Assignment | If a line in the entries below contains "links", copy it.

⁂

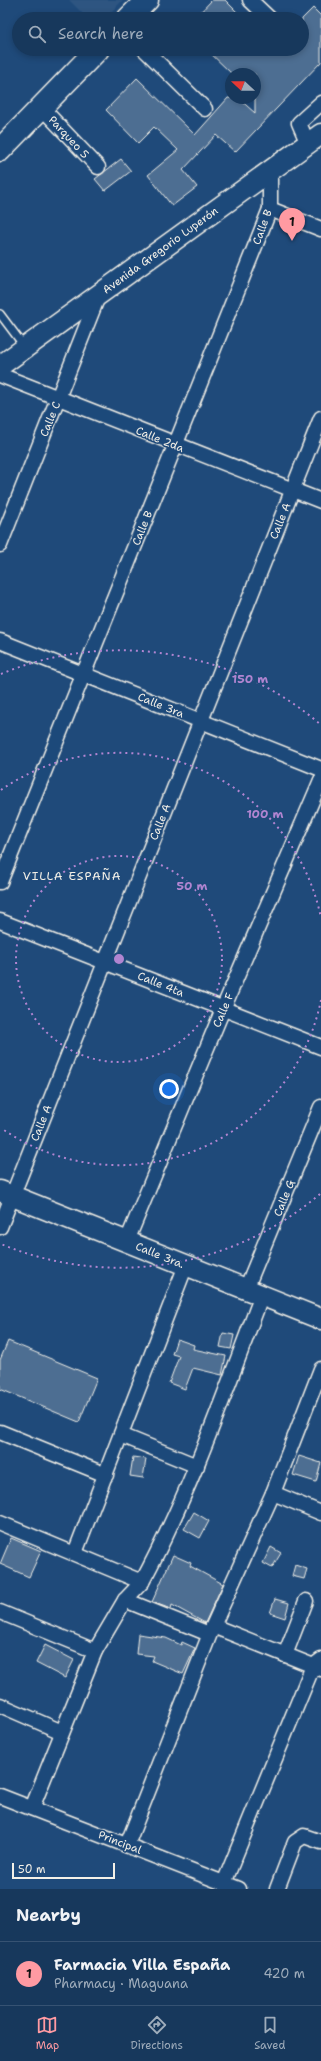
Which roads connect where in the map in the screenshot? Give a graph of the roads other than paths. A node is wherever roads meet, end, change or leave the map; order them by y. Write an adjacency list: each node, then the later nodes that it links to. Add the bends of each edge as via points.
1 (146, 0): 3 (main road)
2 (250, 0): 4 (street)
3 (135, 12)
4 (263, 12)
5 (91, 56): 8 (main road)
6 (151, 56): 9 (street)
7 (321, 103): 10 (street, via 299,123)
8 (41, 106): 11 (main road); 12 (street, Parqueo 5)
9 (205, 109)
10 (314, 139): 13 (main road, Avenida Gregorio Luperón)
11 (0, 150)
12 (98, 168)
13 (270, 171): 14 (street, Calle B); 16 (main road, Avenida Gregorio Luperón)
14 (270, 209): 15 (street); 23 (street, Calle B)
15 (321, 229)
16 (100, 293): 18 (main road, Avenida Gregorio Luperón); 21 (street, Calle C)
17 (2, 319): 18 (lane)
18 (26, 348): 19 (main road, Avenida Gregorio Luperón)
19 (0, 366)
20 (0, 375): 21 (street, Calle 2da)
21 (58, 398): 23 (street, Calle 2da); 26 (street, Calle C)
22 (321, 418): 24 (street, Calle A)
23 (176, 445): 24 (street, Calle 2da); 28 (street, Calle B)
24 (292, 490): 25 (street, Calle 2da); 29 (street, Calle A)
25 (321, 502)
26 (0, 545)
27 (0, 641): 28 (street, Calle 3ra)
28 (84, 675): 29 (street, Calle 3ra); 32 (street, Calle B)
29 (200, 721): 30 (street, Calle 3ra); 34 (street, Calle A)
30 (321, 769)
31 (321, 780): 35 (street, Calle F)
32 (0, 882)
33 (0, 921): 34 (street, Calle 4ta)
34 (105, 962): 35 (street, Calle 4ta); 38 (street, Calle A)
35 (223, 1009): 36 (street, Calle 4ta); 40 (street, Calle F)
36 (321, 1047)
37 (321, 1107): 42 (street, Calle G)
38 (6, 1193): 39 (street, Calle A); 40 (main road, Calle 3ra.)
39 (0, 1227)
40 (127, 1241): 41 (main road, Calle 3ra.)
41 (186, 1265): 42 (main road, Calle 3ra.); 46 (street)
42 (254, 1292): 43 (main road, Calle 3ra.); 47 (street, Calle G)
43 (321, 1319)
44 (321, 1369): 49 (street)
45 (0, 1432): 48 (street)
46 (121, 1435): 47 (street); 48 (street)
47 (196, 1466): 53 (street, Calle G)
48 (106, 1475): 52 (street)
49 (273, 1494): 50 (street); 57 (street)
50 (321, 1513)
51 (0, 1523): 52 (street)
52 (75, 1553): 53 (street)
53 (142, 1582): 54 (street, Calle G)
54 (125, 1600): 57 (street); 58 (street, Calle G)
55 (306, 1601): 59 (street)
56 (0, 1612): 58 (street)
57 (211, 1630): 59 (street); 66 (street)
58 (95, 1651): 62 (street, Calle G)
59 (285, 1654): 60 (street)
60 (318, 1665): 67 (street)
61 (0, 1705): 62 (street)
62 (62, 1732): 64 (street, Calle G)
63 (0, 1796): 64 (street, Principal)
64 (32, 1808): 66 (street, Principal)
65 (321, 1842): 69 (street, via 304,1836 295,1842)
66 (127, 1845): 67 (street, Principal)
67 (224, 1883): 68 (street, Principal)
68 (240, 1889)
69 (277, 1889)

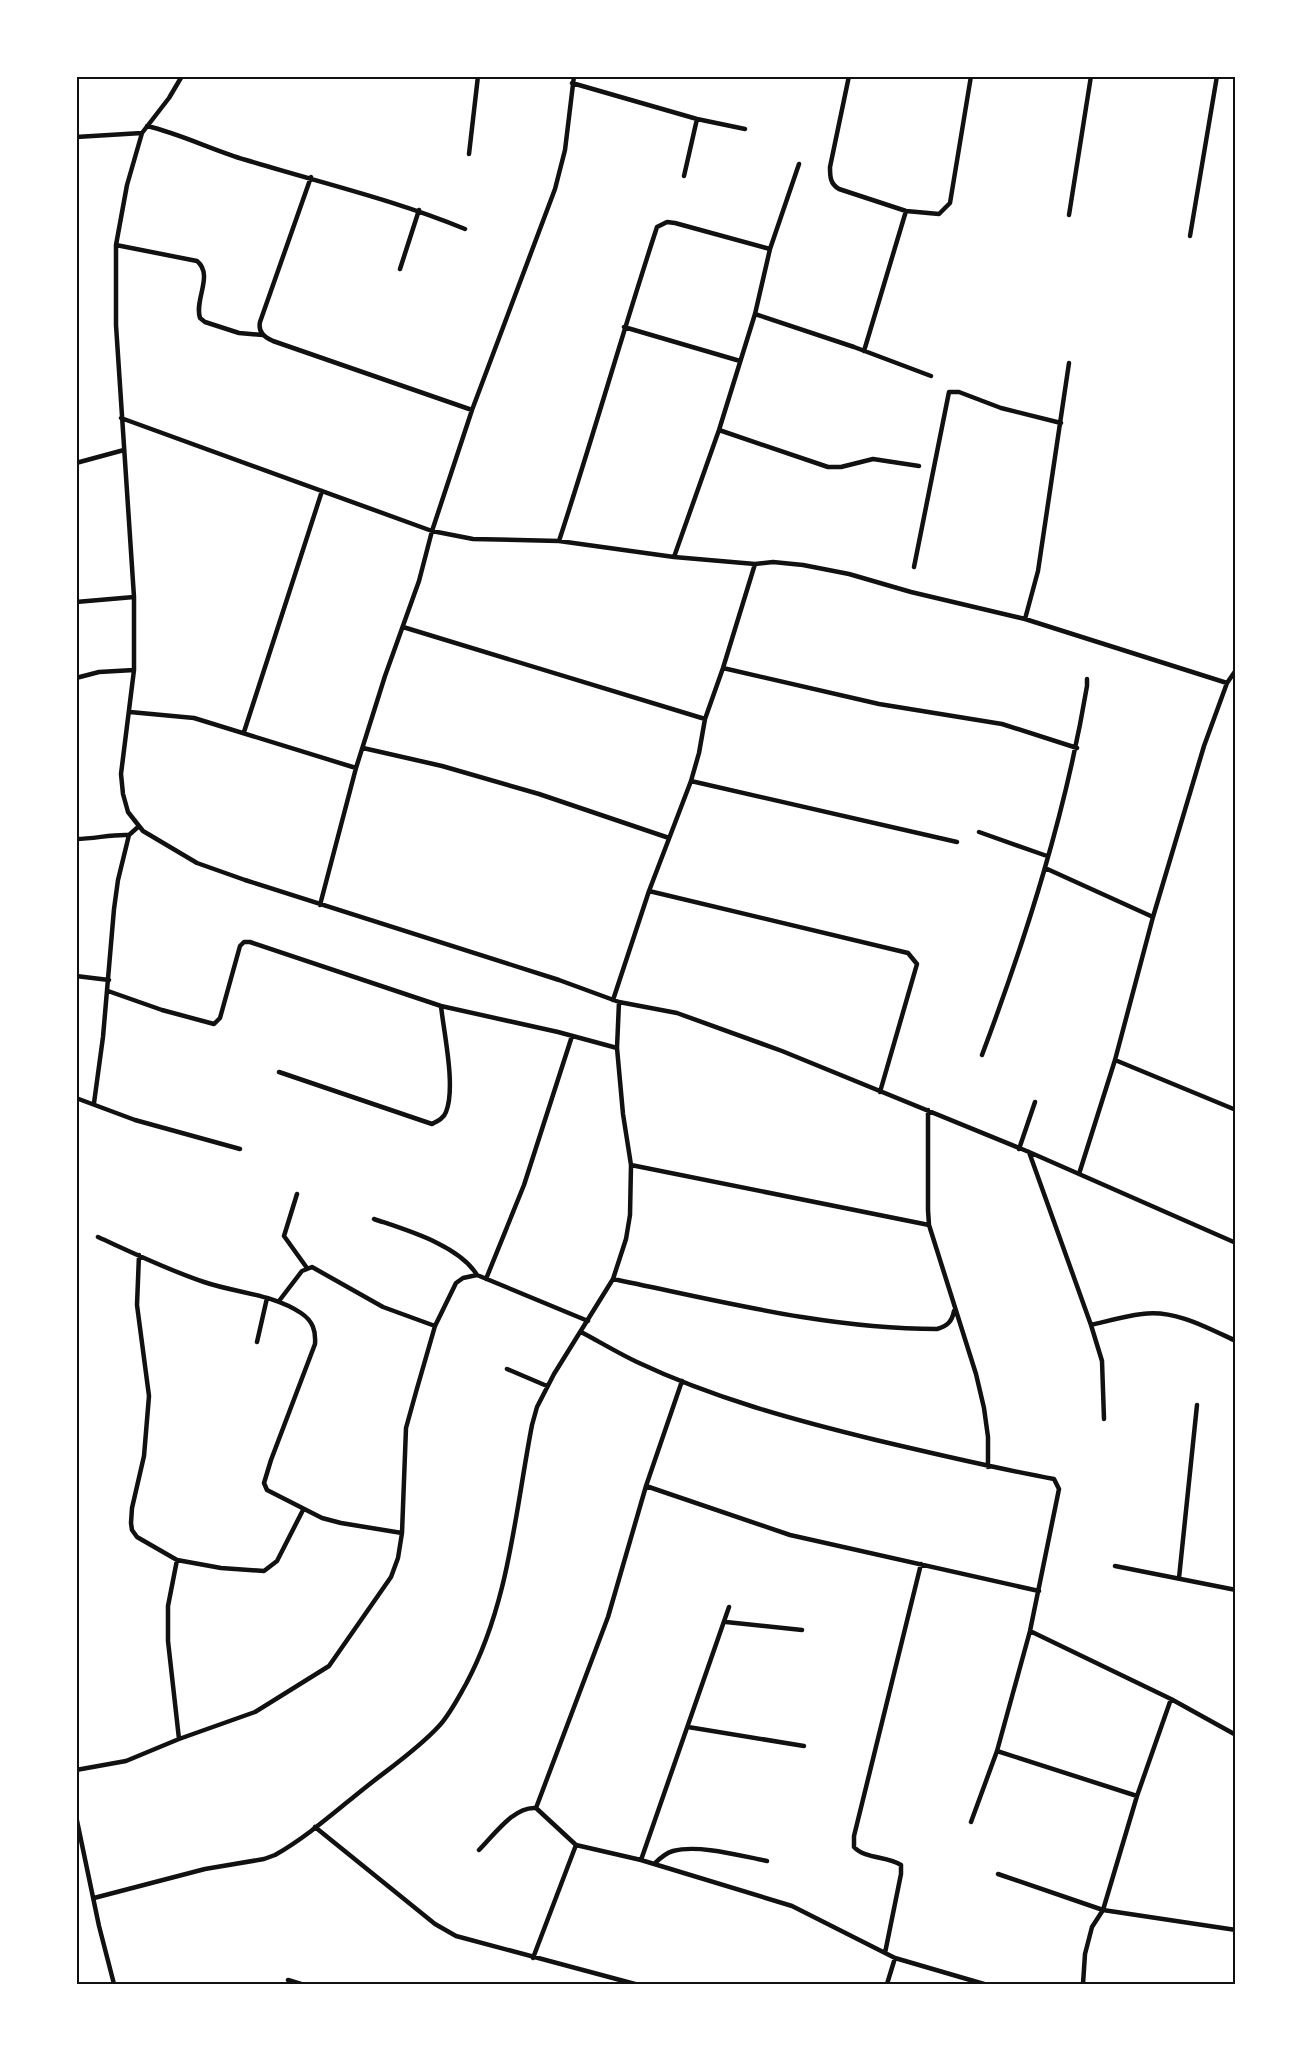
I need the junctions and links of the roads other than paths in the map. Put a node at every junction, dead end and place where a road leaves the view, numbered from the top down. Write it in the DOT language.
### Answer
graph roads {
  1 [pos="182,76"];
  2 [pos="478,76"];
  3 [pos="574,76"];
  4 [pos="849,76"];
  5 [pos="970,76"];
  6 [pos="1091,76"];
  7 [pos="1217,76"];
  8 [pos="572,83"];
  9 [pos="697,119"];
  10 [pos="147,126"];
  11 [pos="745,129"];
  12 [pos="142,133"];
  13 [pos="76,137"];
  14 [pos="469,154"];
  15 [pos="799,164"];
  16 [pos="684,176"];
  17 [pos="311,177"];
  18 [pos="419,210"];
  19 [pos="906,211"];
  20 [pos="1069,214"];
  21 [pos="465,229"];
  22 [pos="1190,236"];
  23 [pos="116,245"];
  24 [pos="770,249"];
  25 [pos="400,269"];
  26 [pos="754,314"];
  27 [pos="624,327"];
  28 [pos="263,335"];
  29 [pos="864,351"];
  30 [pos="740,361"];
  31 [pos="1069,363"];
  32 [pos="931,376"];
  33 [pos="472,410"];
  34 [pos="121,418"];
  35 [pos="1061,423"];
  36 [pos="719,430"];
  37 [pos="124,450"];
  38 [pos="76,463"];
  39 [pos="919,466"];
  40 [pos="322,491"];
  41 [pos="432,531"];
  42 [pos="559,541"];
  43 [pos="674,557"];
  44 [pos="754,564"];
  45 [pos="914,567"];
  46 [pos="134,597"];
  47 [pos="76,602"];
  48 [pos="1025,619"];
  49 [pos="403,627"];
  50 [pos="723,668"];
  51 [pos="134,670"];
  52 [pos="1236,670"];
  53 [pos="76,678"];
  54 [pos="1087,679"];
  55 [pos="1227,683"];
  56 [pos="130,712"];
  57 [pos="705,719"];
  58 [pos="244,732"];
  59 [pos="363,748"];
  60 [pos="1077,748"];
  61 [pos="357,768"];
  62 [pos="691,781"];
  63 [pos="138,827"];
  64 [pos="979,832"];
  65 [pos="129,835"];
  66 [pos="669,838"];
  67 [pos="76,839"];
  68 [pos="957,842"];
  69 [pos="1047,856"];
  70 [pos="1045,868"];
  71 [pos="649,891"];
  72 [pos="320,905"];
  73 [pos="1154,917"];
  74 [pos="76,976"];
  75 [pos="109,980"];
  76 [pos="108,991"];
  77 [pos="613,1000"];
  78 [pos="619,1002"];
  79 [pos="441,1006"];
  80 [pos="572,1036"];
  81 [pos="617,1048"];
  82 [pos="982,1055"];
  83 [pos="1115,1060"];
  84 [pos="279,1072"];
  85 [pos="880,1092"];
  86 [pos="76,1098"];
  87 [pos="1035,1102"];
  88 [pos="94,1103"];
  89 [pos="928,1110"];
  90 [pos="1236,1110"];
  91 [pos="240,1149"];
  92 [pos="1019,1149"];
  93 [pos="1029,1152"];
  94 [pos="631,1165"];
  95 [pos="1078,1174"];
  96 [pos="297,1194"];
  97 [pos="374,1219"];
  98 [pos="929,1225"];
  99 [pos="98,1237"];
  100 [pos="1236,1243"];
  101 [pos="139,1255"];
  102 [pos="307,1268"];
  103 [pos="477,1275"];
  104 [pos="486,1279"];
  105 [pos="613,1279"];
  106 [pos="267,1298"];
  107 [pos="279,1301"];
  108 [pos="955,1309"];
  109 [pos="588,1321"];
  110 [pos="1091,1325"];
  111 [pos="435,1326"];
  112 [pos="581,1332"];
  113 [pos="1236,1341"];
  114 [pos="257,1342"];
  115 [pos="507,1369"];
  116 [pos="682,1381"];
  117 [pos="548,1386"];
  118 [pos="1197,1405"];
  119 [pos="1104,1419"];
  120 [pos="988,1467"];
  121 [pos="646,1486"];
  122 [pos="303,1510"];
  123 [pos="402,1533"];
  124 [pos="177,1560"];
  125 [pos="921,1564"];
  126 [pos="1115,1566"];
  127 [pos="1179,1578"];
  128 [pos="1236,1590"];
  129 [pos="1039,1591"];
  130 [pos="729,1607"];
  131 [pos="726,1622"];
  132 [pos="802,1630"];
  133 [pos="1030,1631"];
  134 [pos="1171,1699"];
  135 [pos="688,1727"];
  136 [pos="1236,1735"];
  137 [pos="179,1739"];
  138 [pos="804,1746"];
  139 [pos="997,1751"];
  140 [pos="76,1770"];
  141 [pos="1137,1796"];
  142 [pos="536,1808"];
  143 [pos="76,1816"];
  144 [pos="972,1822"];
  145 [pos="315,1827"];
  146 [pos="576,1845"];
  147 [pos="479,1850"];
  148 [pos="641,1860"];
  149 [pos="767,1861"];
  150 [pos="654,1864"];
  151 [pos="998,1874"];
  152 [pos="94,1898"];
  153 [pos="1102,1910"];
  154 [pos="1236,1930"];
  155 [pos="885,1953"];
  156 [pos="533,1958"];
  157 [pos="895,1958"];
  158 [pos="288,1980"];
  159 [pos="114,1984"];
  160 [pos="301,1984"];
  161 [pos="635,1984"];
  162 [pos="887,1984"];
  163 [pos="984,1984"];
  164 [pos="1083,1984"];
  1 -- 10 [label="street"];
  2 -- 14 [label="street"];
  3 -- 8 [label="street"];
  4 -- 19 [label="street"];
  5 -- 19 [label="street"];
  6 -- 20 [label="street"];
  7 -- 22 [label="street"];
  8 -- 9 [label="street"];
  8 -- 33 [label="street"];
  9 -- 11 [label="street"];
  9 -- 16 [label="street"];
  10 -- 12 [label="street"];
  10 -- 17 [label="street"];
  12 -- 13 [label="street"];
  12 -- 23 [label="street"];
  15 -- 24 [label="street"];
  17 -- 18 [label="street"];
  17 -- 28 [label="street"];
  18 -- 21 [label="street"];
  18 -- 25 [label="street"];
  19 -- 29 [label="street"];
  23 -- 28 [label="street"];
  23 -- 34 [label="street"];
  24 -- 26 [label="street"];
  24 -- 27 [label="street"];
  26 -- 29 [label="street"];
  26 -- 30 [label="street"];
  27 -- 30 [label="street"];
  27 -- 42 [label="street"];
  28 -- 33 [label="street"];
  29 -- 32 [label="street"];
  30 -- 36 [label="street"];
  31 -- 35 [label="street"];
  33 -- 41 [label="street"];
  34 -- 37 [label="street"];
  34 -- 40 [label="street"];
  35 -- 45 [label="street"];
  35 -- 48 [label="street"];
  36 -- 39 [label="street"];
  36 -- 43 [label="street"];
  37 -- 38 [label="street"];
  37 -- 46 [label="street"];
  40 -- 41 [label="street"];
  40 -- 58 [label="street"];
  41 -- 42 [label="street"];
  41 -- 49 [label="street"];
  42 -- 43 [label="street"];
  43 -- 44 [label="street"];
  44 -- 48 [label="street"];
  44 -- 50 [label="street"];
  46 -- 47 [label="street"];
  46 -- 51 [label="street"];
  48 -- 55 [label="street"];
  49 -- 57 [label="street"];
  49 -- 59 [label="street"];
  50 -- 57 [label="street"];
  50 -- 60 [label="street"];
  51 -- 53 [label="street"];
  51 -- 56 [label="street"];
  52 -- 55 [label="street"];
  54 -- 60 [label="street"];
  55 -- 73 [label="street"];
  56 -- 58 [label="street"];
  56 -- 63 [label="street"];
  57 -- 62 [label="street"];
  58 -- 61 [label="street"];
  59 -- 61 [label="street"];
  59 -- 66 [label="street"];
  60 -- 69 [label="street"];
  61 -- 72 [label="street"];
  62 -- 66 [label="street"];
  62 -- 68 [label="street"];
  63 -- 65 [label="street"];
  63 -- 72 [label="street"];
  64 -- 69 [label="street"];
  65 -- 67 [label="street"];
  65 -- 75 [label="street"];
  66 -- 71 [label="street"];
  69 -- 70 [label="street"];
  70 -- 73 [label="street"];
  70 -- 82 [label="street"];
  71 -- 77 [label="street"];
  71 -- 85 [label="street"];
  72 -- 77 [label="street"];
  73 -- 83 [label="street"];
  74 -- 75 [label="street"];
  75 -- 76 [label="street"];
  76 -- 79 [label="street"];
  76 -- 88 [label="street"];
  77 -- 78 [label="street"];
  78 -- 81 [label="street"];
  78 -- 85 [label="street"];
  79 -- 80 [label="street"];
  79 -- 84 [label="street"];
  80 -- 81 [label="street"];
  80 -- 104 [label="street"];
  81 -- 94 [label="street"];
  83 -- 90 [label="street"];
  83 -- 95 [label="street"];
  85 -- 89 [label="street"];
  86 -- 88 [label="street"];
  87 -- 92 [label="street"];
  88 -- 91 [label="street"];
  89 -- 92 [label="street"];
  89 -- 98 [label="street"];
  92 -- 93 [label="street"];
  93 -- 95 [label="street"];
  93 -- 110 [label="street"];
  94 -- 98 [label="street"];
  94 -- 105 [label="street"];
  95 -- 100 [label="street"];
  96 -- 102 [label="street"];
  97 -- 103 [label="street"];
  98 -- 108 [label="street"];
  99 -- 101 [label="street"];
  101 -- 106 [label="street"];
  101 -- 124 [label="street"];
  102 -- 107 [label="street"];
  102 -- 111 [label="street"];
  103 -- 104 [label="street"];
  103 -- 111 [label="street"];
  104 -- 109 [label="street"];
  105 -- 108 [label="street"];
  105 -- 109 [label="street"];
  106 -- 107 [label="street"];
  106 -- 114 [label="street"];
  107 -- 122 [label="street"];
  108 -- 120 [label="street"];
  109 -- 112 [label="street"];
  110 -- 113 [label="street"];
  110 -- 119 [label="street"];
  111 -- 123 [label="street"];
  112 -- 116 [label="street"];
  112 -- 117 [label="street"];
  115 -- 117 [label="street"];
  116 -- 120 [label="street"];
  116 -- 121 [label="street"];
  117 -- 145 [label="street"];
  118 -- 127 [label="street"];
  120 -- 129 [label="street"];
  121 -- 125 [label="street"];
  121 -- 142 [label="street"];
  122 -- 123 [label="street"];
  122 -- 124 [label="street"];
  123 -- 137 [label="street"];
  124 -- 137 [label="street"];
  125 -- 129 [label="street"];
  125 -- 155 [label="street"];
  126 -- 127 [label="street"];
  127 -- 128 [label="street"];
  129 -- 133 [label="street"];
  130 -- 131 [label="street"];
  131 -- 132 [label="street"];
  131 -- 135 [label="street"];
  133 -- 134 [label="street"];
  133 -- 139 [label="street"];
  134 -- 136 [label="street"];
  134 -- 141 [label="street"];
  135 -- 138 [label="street"];
  135 -- 148 [label="street"];
  137 -- 140 [label="street"];
  139 -- 141 [label="street"];
  139 -- 144 [label="street"];
  141 -- 153 [label="street"];
  142 -- 146 [label="street"];
  142 -- 147 [label="street"];
  143 -- 152 [label="street"];
  145 -- 152 [label="street"];
  145 -- 156 [label="street"];
  146 -- 148 [label="street"];
  146 -- 156 [label="street"];
  148 -- 150 [label="street"];
  149 -- 150 [label="street"];
  150 -- 155 [label="street"];
  151 -- 153 [label="street"];
  152 -- 159 [label="street"];
  153 -- 154 [label="street"];
  153 -- 164 [label="street"];
  155 -- 157 [label="street"];
  156 -- 161 [label="street"];
  157 -- 162 [label="street"];
  157 -- 163 [label="street"];
  158 -- 160 [label="street"];
}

⁂

Response to this exercise |
Which roads connect where in the map in the screenshot? Give a graph of the roads other than paths. A node is wherever roads meet, end, change or leave the map; order them by y. Write an adjacency list: each node, then the later nodes that it links to. Add the bends of each edge as via points.
I need the junctions and links of the roads other than paths in the map. Put a node at every junction, dead end and place where a road leaves the view, numbered from the top down. Write it in the DOT language.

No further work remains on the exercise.